■ **Input**:
□ □ □

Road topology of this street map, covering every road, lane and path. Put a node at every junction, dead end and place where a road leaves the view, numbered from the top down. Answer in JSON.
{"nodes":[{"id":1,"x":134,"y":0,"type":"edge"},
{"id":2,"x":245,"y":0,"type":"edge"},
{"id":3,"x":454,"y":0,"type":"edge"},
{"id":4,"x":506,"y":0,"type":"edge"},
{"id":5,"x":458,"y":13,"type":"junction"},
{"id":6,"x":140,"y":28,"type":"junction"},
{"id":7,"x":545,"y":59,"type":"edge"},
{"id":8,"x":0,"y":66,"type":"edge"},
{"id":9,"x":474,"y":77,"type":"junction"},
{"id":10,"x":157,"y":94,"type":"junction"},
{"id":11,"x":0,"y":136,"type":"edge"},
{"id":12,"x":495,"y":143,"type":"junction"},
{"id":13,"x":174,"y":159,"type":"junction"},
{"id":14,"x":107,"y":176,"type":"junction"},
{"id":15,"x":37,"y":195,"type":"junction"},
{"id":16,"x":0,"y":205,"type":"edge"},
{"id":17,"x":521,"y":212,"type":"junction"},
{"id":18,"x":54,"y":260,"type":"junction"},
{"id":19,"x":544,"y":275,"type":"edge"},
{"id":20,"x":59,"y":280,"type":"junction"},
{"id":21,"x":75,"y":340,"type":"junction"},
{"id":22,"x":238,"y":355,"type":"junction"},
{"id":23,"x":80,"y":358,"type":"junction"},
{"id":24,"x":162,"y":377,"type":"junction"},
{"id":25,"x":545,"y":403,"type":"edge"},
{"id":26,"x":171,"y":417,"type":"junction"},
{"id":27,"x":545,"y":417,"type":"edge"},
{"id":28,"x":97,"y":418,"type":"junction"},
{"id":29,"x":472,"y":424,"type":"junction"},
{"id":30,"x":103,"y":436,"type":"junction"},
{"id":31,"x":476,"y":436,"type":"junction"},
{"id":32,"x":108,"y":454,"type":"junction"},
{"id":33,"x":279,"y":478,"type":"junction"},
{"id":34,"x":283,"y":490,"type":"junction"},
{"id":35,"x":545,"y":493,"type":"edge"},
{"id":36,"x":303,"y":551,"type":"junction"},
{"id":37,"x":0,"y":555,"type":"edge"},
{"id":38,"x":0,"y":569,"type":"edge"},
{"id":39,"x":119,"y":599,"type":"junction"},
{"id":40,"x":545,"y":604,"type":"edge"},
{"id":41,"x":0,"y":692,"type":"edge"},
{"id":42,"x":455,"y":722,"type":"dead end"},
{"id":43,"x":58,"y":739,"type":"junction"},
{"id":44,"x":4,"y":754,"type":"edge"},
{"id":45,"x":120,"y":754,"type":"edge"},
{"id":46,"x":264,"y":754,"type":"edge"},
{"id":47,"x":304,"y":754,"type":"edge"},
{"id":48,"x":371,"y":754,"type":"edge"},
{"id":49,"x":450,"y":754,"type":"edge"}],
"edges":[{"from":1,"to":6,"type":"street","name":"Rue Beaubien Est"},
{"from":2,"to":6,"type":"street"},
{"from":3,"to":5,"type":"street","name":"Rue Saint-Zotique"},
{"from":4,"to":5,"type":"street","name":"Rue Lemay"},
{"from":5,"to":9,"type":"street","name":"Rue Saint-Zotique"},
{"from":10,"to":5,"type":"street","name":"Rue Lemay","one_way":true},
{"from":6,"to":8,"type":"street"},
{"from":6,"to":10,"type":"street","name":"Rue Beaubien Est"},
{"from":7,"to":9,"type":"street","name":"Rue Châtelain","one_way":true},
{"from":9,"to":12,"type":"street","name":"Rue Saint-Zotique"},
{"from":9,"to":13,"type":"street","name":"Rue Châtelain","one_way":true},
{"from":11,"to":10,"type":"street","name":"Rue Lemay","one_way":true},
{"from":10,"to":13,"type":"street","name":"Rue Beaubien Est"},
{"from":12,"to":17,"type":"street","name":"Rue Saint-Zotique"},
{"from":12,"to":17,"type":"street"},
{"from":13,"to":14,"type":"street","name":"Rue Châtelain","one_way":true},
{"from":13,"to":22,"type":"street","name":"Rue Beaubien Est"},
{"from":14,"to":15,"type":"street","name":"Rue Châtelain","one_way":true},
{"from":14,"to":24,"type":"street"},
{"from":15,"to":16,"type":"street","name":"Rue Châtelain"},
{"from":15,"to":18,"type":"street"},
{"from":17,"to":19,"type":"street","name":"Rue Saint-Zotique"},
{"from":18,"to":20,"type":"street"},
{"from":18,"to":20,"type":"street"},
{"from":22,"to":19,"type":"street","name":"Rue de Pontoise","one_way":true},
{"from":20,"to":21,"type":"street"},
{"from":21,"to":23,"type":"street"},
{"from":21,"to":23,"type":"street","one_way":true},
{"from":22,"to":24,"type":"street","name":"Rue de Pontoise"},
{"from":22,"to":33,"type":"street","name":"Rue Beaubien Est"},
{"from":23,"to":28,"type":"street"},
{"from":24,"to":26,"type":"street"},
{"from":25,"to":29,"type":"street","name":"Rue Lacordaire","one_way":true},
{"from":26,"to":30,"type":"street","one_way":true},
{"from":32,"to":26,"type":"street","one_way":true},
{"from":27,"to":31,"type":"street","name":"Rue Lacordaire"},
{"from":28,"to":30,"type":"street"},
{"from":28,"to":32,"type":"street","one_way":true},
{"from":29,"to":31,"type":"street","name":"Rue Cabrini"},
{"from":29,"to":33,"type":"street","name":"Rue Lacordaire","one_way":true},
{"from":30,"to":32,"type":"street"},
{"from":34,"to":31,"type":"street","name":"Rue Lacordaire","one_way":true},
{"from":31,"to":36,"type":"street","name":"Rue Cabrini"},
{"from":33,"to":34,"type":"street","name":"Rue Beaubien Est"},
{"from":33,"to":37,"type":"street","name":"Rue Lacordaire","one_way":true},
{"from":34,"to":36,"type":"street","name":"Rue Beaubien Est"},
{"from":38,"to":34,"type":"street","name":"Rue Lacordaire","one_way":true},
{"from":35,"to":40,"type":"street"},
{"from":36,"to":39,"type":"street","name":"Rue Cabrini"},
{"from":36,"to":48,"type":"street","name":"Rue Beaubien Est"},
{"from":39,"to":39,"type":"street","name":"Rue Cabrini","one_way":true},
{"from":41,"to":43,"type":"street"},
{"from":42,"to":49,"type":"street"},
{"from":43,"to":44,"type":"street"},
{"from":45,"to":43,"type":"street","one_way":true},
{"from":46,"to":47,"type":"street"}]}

□ □ □

■ **Exercise**: Search the data for "dead" and list every line in which it occurs.

■ **Finished exercise**:
Road topology of this street map, covering every road, lane and path. Put a node at every junction, dead end and place where a road leaves the view, numbered from the top down. Answer in JSON.
{"id":42,"x":455,"y":722,"type":"dead end"},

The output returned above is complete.